Stored records
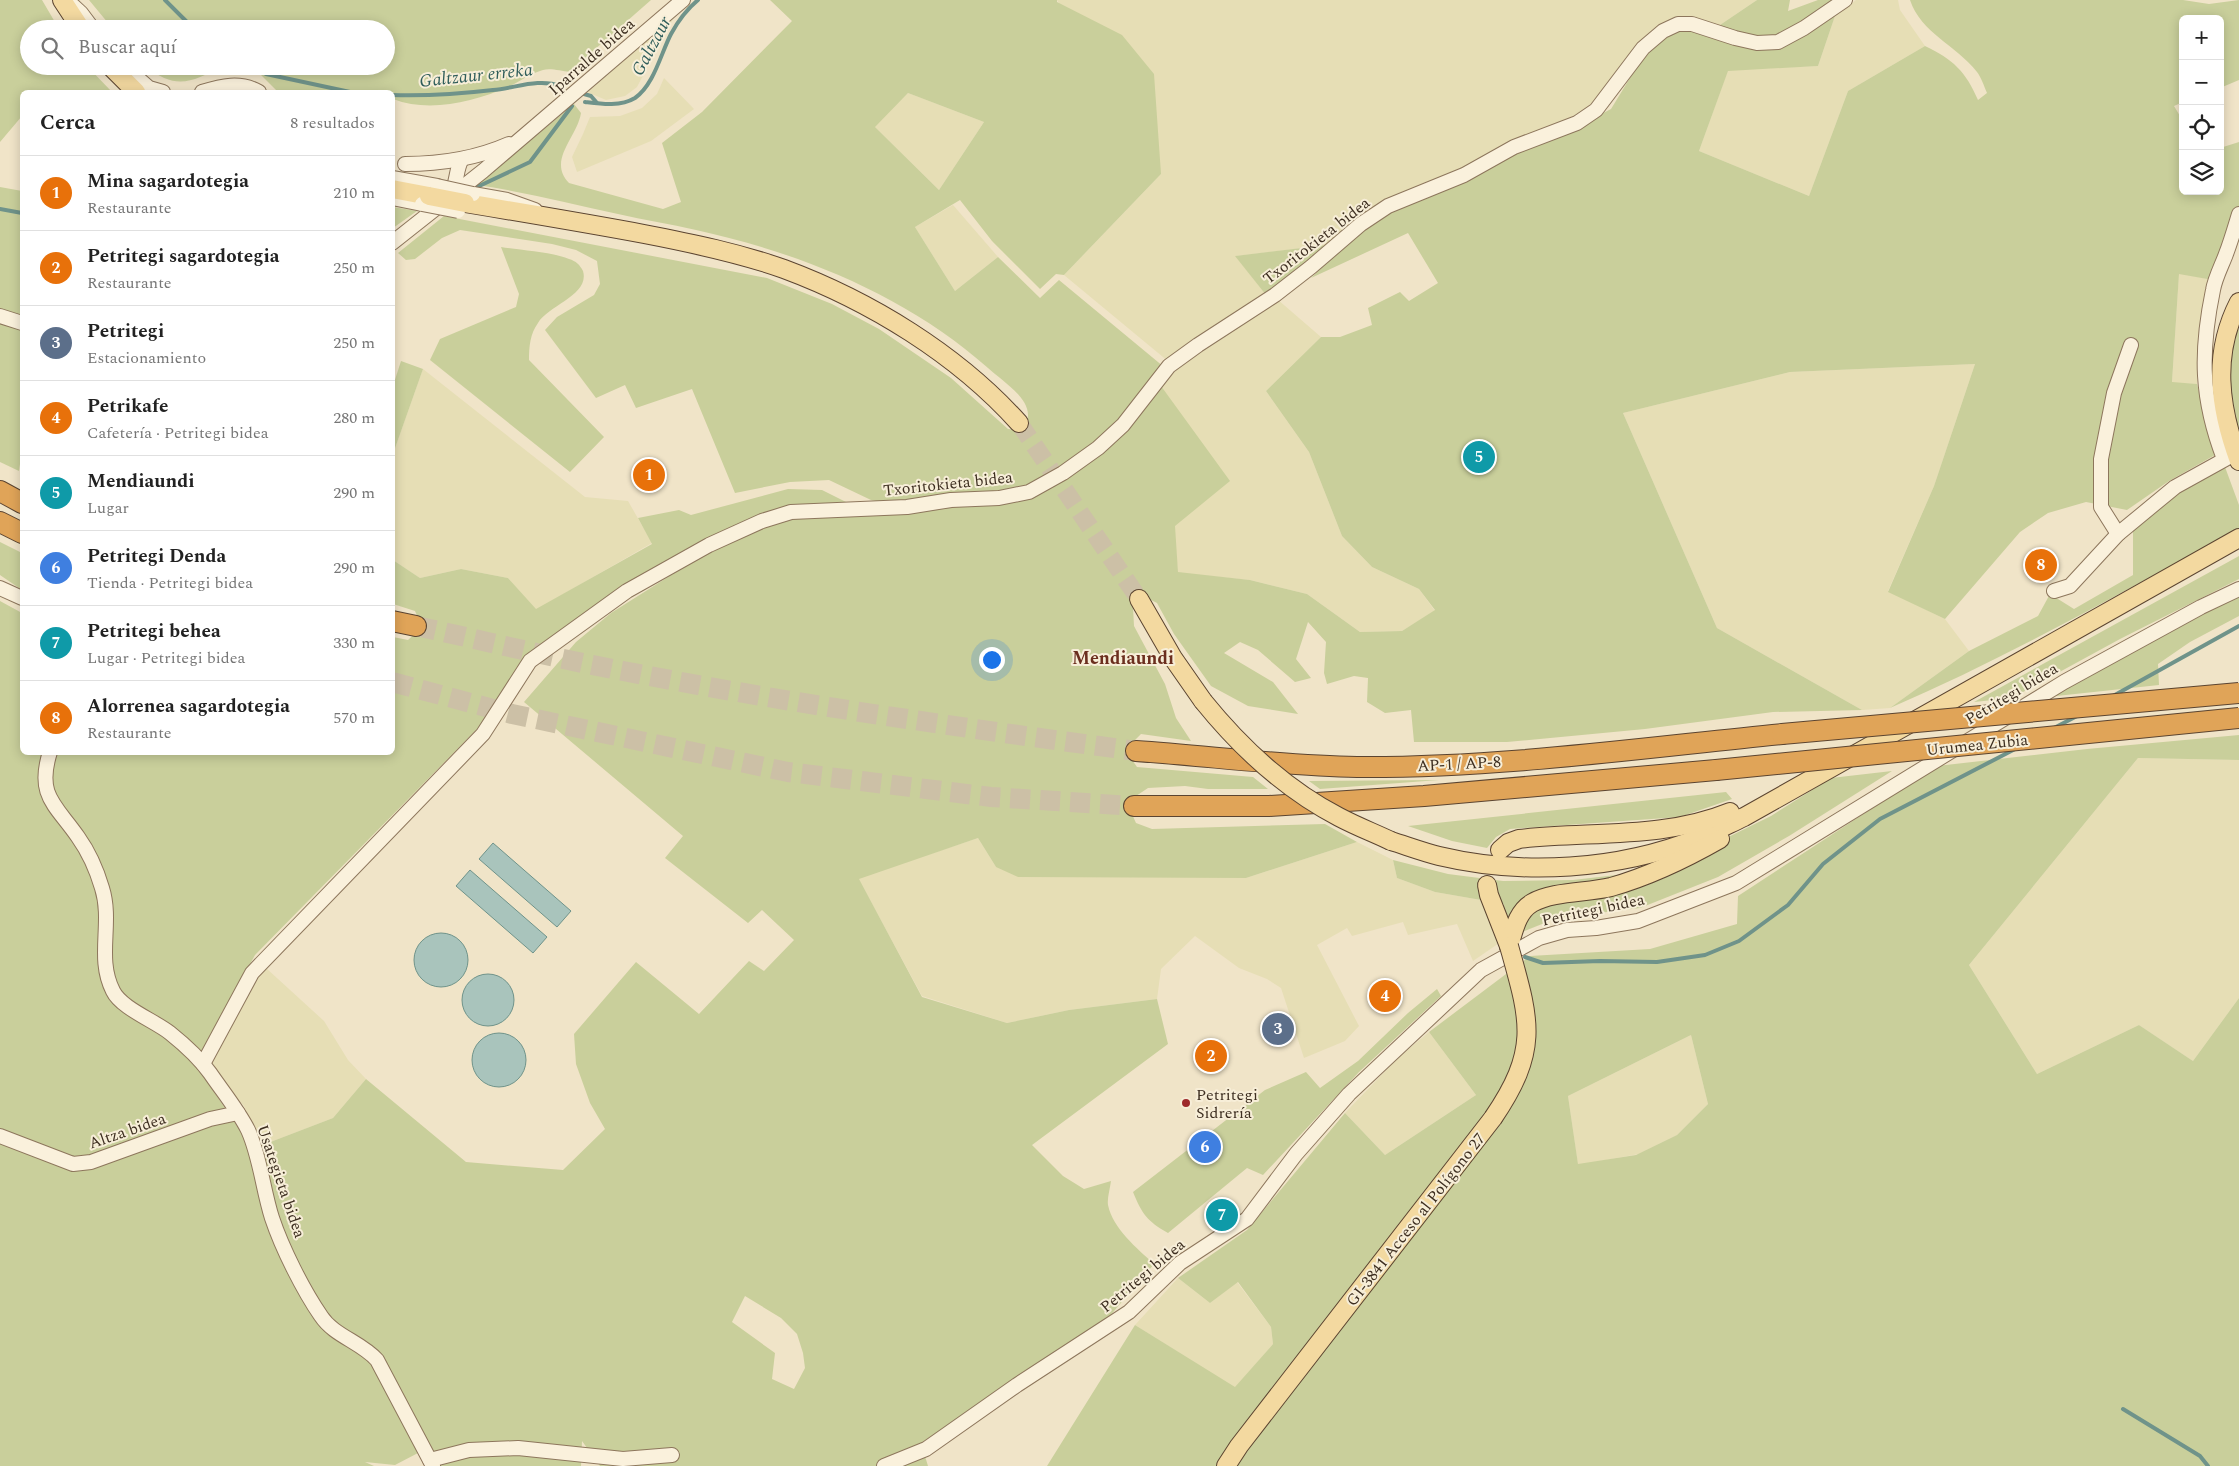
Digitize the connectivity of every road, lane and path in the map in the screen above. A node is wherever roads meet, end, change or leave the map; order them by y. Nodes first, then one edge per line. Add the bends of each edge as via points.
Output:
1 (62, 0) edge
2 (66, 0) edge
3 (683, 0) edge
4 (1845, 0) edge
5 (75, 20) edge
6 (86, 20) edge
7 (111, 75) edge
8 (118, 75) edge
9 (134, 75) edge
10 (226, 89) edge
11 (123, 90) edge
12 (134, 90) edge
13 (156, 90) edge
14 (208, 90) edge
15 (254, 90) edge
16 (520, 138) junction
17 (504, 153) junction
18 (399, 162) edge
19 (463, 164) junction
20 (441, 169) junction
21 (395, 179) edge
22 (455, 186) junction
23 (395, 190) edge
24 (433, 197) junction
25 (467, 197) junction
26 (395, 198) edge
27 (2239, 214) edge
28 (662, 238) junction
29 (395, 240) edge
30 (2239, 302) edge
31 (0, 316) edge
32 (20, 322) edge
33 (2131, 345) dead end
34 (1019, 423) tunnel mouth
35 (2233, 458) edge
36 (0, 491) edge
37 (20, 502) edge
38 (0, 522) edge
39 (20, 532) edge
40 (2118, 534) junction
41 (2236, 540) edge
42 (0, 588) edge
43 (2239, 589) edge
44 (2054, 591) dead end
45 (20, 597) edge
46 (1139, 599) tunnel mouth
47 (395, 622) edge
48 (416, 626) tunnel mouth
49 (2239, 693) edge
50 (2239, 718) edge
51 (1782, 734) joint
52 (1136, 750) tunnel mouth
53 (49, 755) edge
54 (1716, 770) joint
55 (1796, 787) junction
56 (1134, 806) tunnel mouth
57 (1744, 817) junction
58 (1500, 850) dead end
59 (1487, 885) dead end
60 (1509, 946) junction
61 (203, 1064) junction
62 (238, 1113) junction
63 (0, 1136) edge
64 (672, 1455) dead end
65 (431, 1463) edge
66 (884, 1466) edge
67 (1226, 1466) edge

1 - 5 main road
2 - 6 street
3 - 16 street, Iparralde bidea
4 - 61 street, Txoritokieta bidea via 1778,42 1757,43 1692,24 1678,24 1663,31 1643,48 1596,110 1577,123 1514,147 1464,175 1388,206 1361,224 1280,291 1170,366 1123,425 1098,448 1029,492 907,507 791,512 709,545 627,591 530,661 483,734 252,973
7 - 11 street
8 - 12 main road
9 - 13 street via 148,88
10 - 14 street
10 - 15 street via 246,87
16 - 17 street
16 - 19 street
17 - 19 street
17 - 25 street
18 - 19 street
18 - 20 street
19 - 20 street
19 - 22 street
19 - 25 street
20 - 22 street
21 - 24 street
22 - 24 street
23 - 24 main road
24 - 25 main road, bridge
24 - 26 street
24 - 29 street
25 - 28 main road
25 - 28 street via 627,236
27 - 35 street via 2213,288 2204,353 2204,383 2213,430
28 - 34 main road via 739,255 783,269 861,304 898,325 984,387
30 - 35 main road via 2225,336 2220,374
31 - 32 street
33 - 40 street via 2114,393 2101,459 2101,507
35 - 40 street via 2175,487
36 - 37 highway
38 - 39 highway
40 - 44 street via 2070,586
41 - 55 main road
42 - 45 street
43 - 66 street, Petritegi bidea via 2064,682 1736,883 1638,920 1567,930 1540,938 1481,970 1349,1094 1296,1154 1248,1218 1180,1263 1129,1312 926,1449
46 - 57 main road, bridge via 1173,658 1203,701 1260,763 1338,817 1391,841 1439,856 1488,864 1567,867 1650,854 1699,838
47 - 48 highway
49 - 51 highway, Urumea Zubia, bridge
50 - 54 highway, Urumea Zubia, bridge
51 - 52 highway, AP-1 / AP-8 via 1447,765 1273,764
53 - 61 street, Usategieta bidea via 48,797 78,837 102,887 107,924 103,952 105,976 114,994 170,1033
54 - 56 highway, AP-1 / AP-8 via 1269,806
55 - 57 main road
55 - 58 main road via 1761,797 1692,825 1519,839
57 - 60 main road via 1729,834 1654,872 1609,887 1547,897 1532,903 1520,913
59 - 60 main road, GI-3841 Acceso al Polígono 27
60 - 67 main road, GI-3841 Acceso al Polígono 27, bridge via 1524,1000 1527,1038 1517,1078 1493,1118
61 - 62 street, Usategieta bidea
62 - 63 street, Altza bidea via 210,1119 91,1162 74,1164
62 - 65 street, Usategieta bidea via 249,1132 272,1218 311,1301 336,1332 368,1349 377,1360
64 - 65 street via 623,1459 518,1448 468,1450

*EXERCISE*
All lines in the preceding records that hold the word "highway" need to be copied.

*SOLUTION TO THE EXERCISE*
36 - 37 highway
38 - 39 highway
47 - 48 highway
49 - 51 highway, Urumea Zubia, bridge
50 - 54 highway, Urumea Zubia, bridge
51 - 52 highway, AP-1 / AP-8 via 1447,765 1273,764
54 - 56 highway, AP-1 / AP-8 via 1269,806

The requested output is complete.